**Exercise materials:**
++++++++++

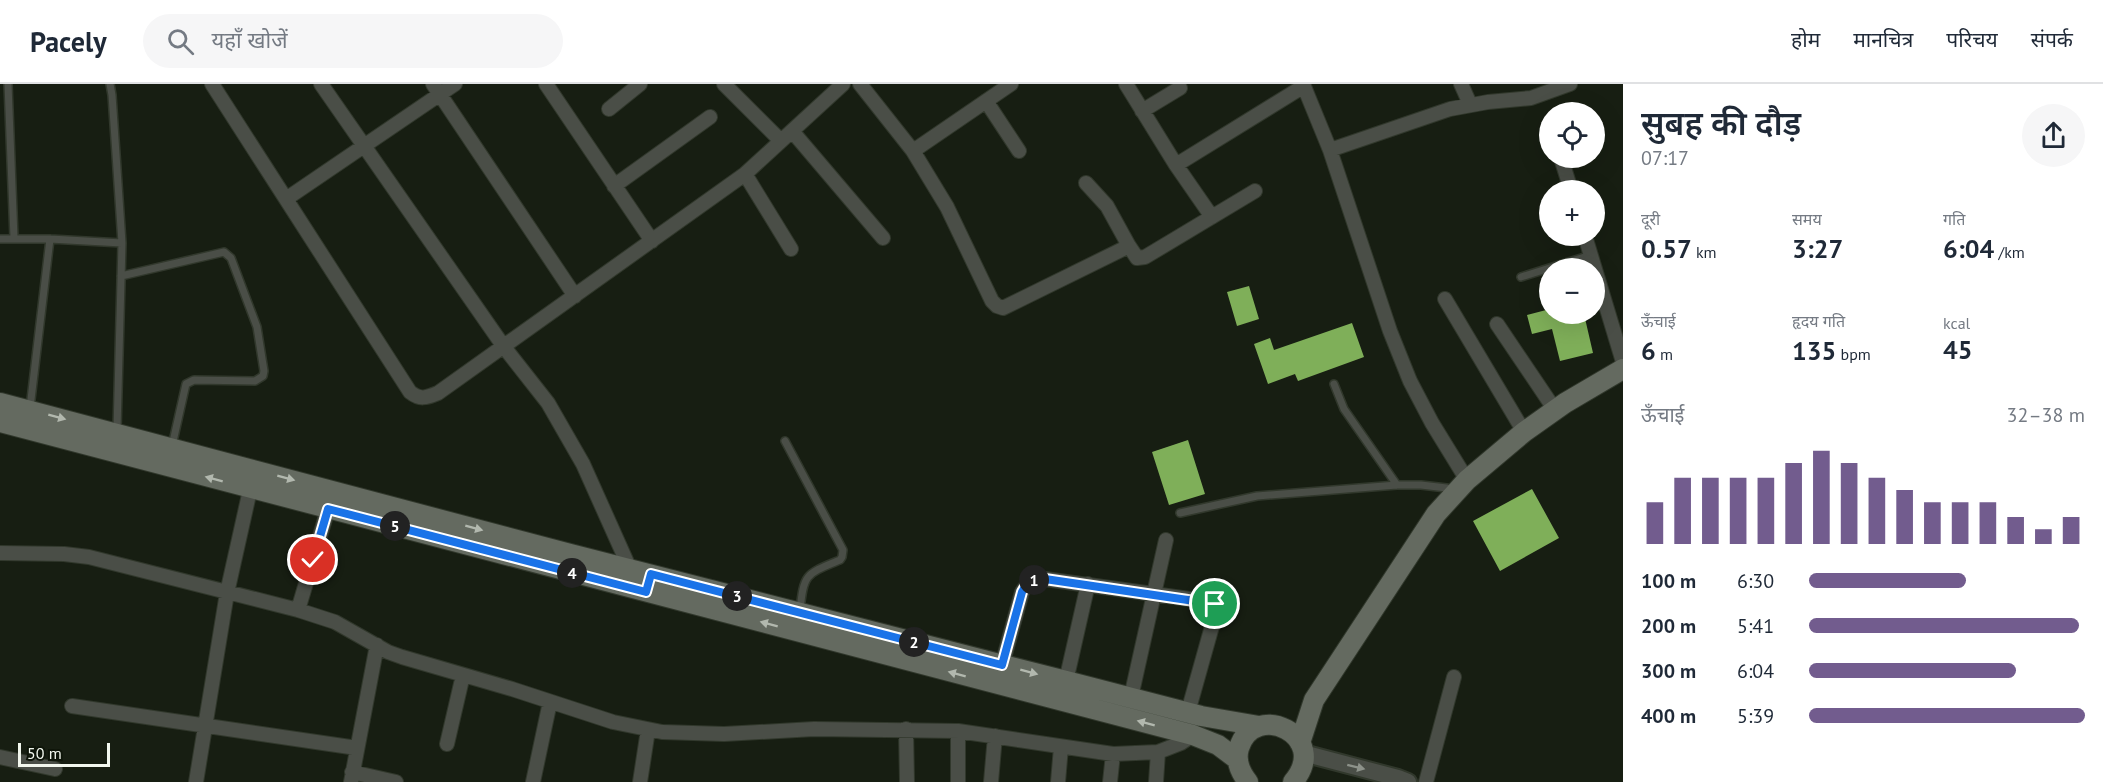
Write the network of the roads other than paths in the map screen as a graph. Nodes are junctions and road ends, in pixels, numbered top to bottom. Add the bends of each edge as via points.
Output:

++++++++++

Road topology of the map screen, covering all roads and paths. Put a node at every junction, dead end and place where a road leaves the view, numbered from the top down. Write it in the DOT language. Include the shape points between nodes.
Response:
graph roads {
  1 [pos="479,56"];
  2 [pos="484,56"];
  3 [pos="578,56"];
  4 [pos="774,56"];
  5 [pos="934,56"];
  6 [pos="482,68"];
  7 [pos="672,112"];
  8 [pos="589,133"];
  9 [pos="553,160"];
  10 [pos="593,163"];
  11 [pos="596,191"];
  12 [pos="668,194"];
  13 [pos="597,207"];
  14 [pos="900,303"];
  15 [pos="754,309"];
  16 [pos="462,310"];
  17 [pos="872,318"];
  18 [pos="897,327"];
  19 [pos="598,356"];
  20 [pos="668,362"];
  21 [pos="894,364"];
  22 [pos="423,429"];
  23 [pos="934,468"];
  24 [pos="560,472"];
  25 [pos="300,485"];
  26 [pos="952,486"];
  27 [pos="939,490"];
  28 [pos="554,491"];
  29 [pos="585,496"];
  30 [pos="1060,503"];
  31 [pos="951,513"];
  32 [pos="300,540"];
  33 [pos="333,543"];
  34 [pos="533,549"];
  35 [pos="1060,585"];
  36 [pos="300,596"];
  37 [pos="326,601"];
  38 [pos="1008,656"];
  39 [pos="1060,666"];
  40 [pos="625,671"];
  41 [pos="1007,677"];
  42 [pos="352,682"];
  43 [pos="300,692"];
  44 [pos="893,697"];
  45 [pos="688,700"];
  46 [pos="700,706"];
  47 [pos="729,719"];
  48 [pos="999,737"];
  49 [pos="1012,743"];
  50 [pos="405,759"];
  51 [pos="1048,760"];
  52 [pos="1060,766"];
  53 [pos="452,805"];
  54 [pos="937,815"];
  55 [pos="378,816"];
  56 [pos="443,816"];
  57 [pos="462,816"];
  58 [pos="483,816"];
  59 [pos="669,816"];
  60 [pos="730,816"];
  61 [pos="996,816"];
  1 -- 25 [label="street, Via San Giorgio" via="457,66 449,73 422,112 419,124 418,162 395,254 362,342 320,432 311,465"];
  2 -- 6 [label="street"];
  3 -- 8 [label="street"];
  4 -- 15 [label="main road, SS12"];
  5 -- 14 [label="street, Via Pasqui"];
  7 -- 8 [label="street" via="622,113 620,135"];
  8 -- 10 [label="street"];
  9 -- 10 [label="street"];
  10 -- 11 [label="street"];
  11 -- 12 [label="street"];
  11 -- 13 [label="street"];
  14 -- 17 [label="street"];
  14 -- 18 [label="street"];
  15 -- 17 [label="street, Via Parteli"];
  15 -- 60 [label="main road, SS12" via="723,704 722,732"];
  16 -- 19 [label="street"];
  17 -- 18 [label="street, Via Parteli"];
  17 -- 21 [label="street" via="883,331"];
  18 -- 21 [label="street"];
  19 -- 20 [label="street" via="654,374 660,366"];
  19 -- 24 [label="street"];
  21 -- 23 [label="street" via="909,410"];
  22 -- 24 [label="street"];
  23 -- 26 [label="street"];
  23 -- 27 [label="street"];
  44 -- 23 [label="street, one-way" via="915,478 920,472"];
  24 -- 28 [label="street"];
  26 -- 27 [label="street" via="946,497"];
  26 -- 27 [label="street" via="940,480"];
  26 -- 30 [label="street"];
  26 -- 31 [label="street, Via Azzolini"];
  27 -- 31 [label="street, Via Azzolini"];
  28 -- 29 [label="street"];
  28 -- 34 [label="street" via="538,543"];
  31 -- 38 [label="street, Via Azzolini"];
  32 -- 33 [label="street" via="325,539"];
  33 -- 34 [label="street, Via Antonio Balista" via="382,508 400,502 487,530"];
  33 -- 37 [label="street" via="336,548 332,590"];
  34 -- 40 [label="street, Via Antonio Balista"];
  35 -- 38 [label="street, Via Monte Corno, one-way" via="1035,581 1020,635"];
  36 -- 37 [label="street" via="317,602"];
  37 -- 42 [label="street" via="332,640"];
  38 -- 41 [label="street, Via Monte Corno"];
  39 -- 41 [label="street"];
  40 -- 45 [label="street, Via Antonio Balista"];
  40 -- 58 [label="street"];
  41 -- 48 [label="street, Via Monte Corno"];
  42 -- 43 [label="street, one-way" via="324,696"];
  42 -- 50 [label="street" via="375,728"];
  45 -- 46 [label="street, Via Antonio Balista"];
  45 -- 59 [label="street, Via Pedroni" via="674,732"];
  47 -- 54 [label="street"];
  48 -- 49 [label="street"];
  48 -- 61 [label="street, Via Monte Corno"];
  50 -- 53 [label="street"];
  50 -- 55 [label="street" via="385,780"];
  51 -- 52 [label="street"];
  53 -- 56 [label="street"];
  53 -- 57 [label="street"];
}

++++++++++

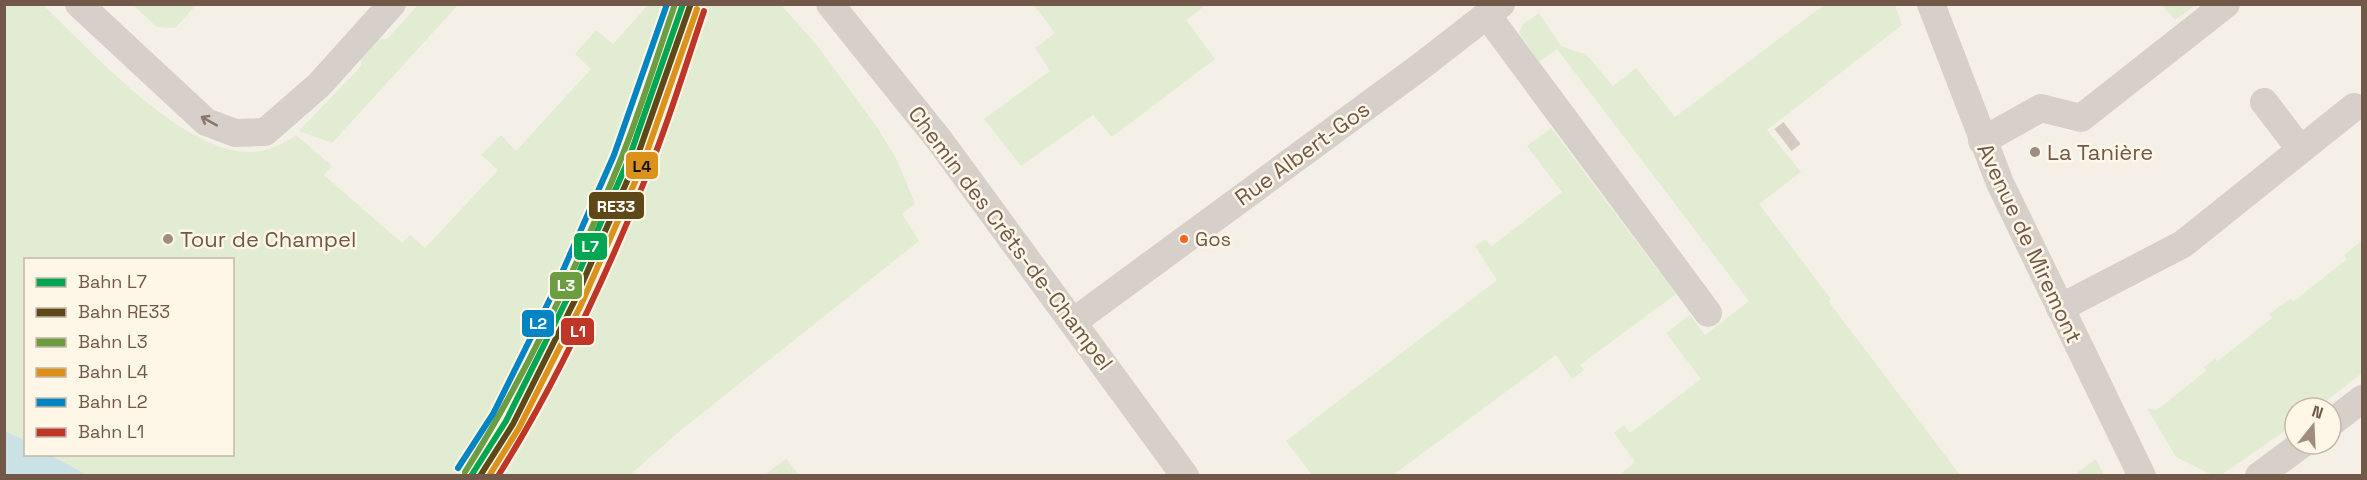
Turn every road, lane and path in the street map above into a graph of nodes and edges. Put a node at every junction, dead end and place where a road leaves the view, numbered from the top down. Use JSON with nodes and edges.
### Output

++++++++++

**Exercise description:** Filter the records above for the string "where" and copy each matching line.

**Solution to this problem:**
Road topology of the map screen, covering all roads and paths. Put a node at every junction, dead end and place where a road leaves the view, numbered from the top down. Write it in the DOT language. Include the shape points between nodes.
Turn every road, lane and path in the street map above into a graph of nodes and edges. Put a node at every junction, dead end and place where a road leaves the view, numbered from the top down. Use JSON with nodes and edges.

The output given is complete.